**INPUT MATERIAL**
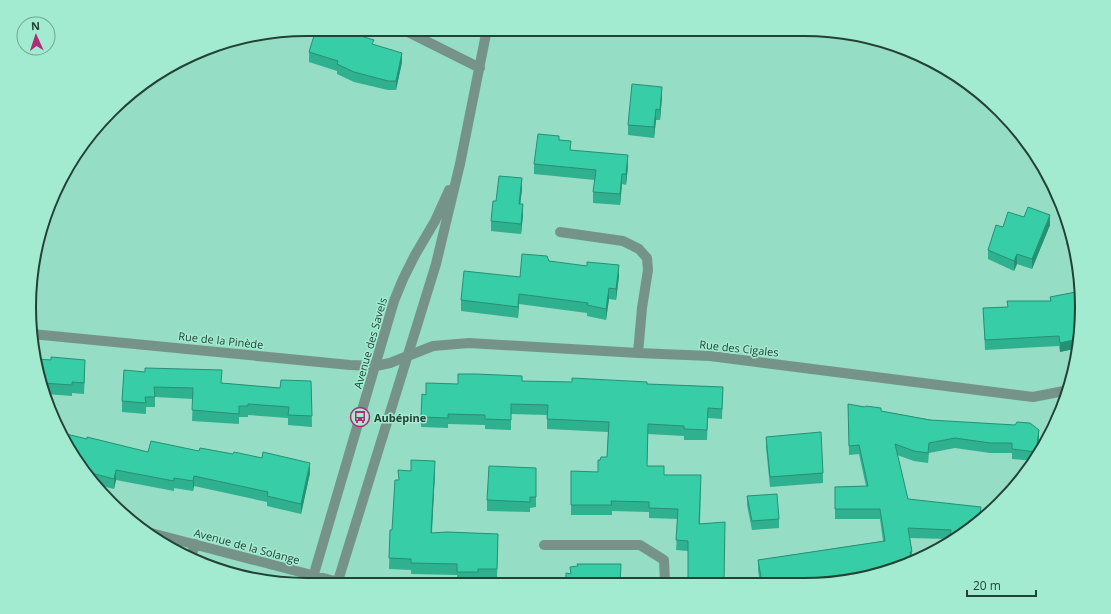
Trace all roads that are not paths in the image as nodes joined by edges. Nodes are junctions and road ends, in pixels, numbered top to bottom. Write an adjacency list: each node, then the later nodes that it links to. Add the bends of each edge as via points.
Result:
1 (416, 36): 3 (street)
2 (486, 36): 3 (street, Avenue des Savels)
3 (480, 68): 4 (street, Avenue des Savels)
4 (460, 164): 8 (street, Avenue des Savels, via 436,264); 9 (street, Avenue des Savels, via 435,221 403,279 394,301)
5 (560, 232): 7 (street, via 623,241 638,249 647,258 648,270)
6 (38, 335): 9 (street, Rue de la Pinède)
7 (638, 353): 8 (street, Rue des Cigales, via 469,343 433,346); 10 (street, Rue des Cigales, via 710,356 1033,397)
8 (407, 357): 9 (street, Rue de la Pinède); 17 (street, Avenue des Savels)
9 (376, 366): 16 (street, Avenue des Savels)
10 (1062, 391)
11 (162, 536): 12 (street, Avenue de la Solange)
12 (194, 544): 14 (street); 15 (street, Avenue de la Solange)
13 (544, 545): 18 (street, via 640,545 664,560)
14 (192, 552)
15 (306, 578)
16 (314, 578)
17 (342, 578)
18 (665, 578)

**YOUR OBJECTIVE**
When you copy the data, keep every line exact and drop the pictures.

**RESPONSE TO THIS TASK**
Trace all roads that are not paths in the image as nodes joined by edges. Nodes are junctions and road ends, in pixels, numbered top to bottom. Write an adjacency list: each node, then the later nodes that it links to. Add the bends of each edge as via points.
Result:
1 (416, 36): 3 (street)
2 (486, 36): 3 (street, Avenue des Savels)
3 (480, 68): 4 (street, Avenue des Savels)
4 (460, 164): 8 (street, Avenue des Savels, via 436,264); 9 (street, Avenue des Savels, via 435,221 403,279 394,301)
5 (560, 232): 7 (street, via 623,241 638,249 647,258 648,270)
6 (38, 335): 9 (street, Rue de la Pinède)
7 (638, 353): 8 (street, Rue des Cigales, via 469,343 433,346); 10 (street, Rue des Cigales, via 710,356 1033,397)
8 (407, 357): 9 (street, Rue de la Pinède); 17 (street, Avenue des Savels)
9 (376, 366): 16 (street, Avenue des Savels)
10 (1062, 391)
11 (162, 536): 12 (street, Avenue de la Solange)
12 (194, 544): 14 (street); 15 (street, Avenue de la Solange)
13 (544, 545): 18 (street, via 640,545 664,560)
14 (192, 552)
15 (306, 578)
16 (314, 578)
17 (342, 578)
18 (665, 578)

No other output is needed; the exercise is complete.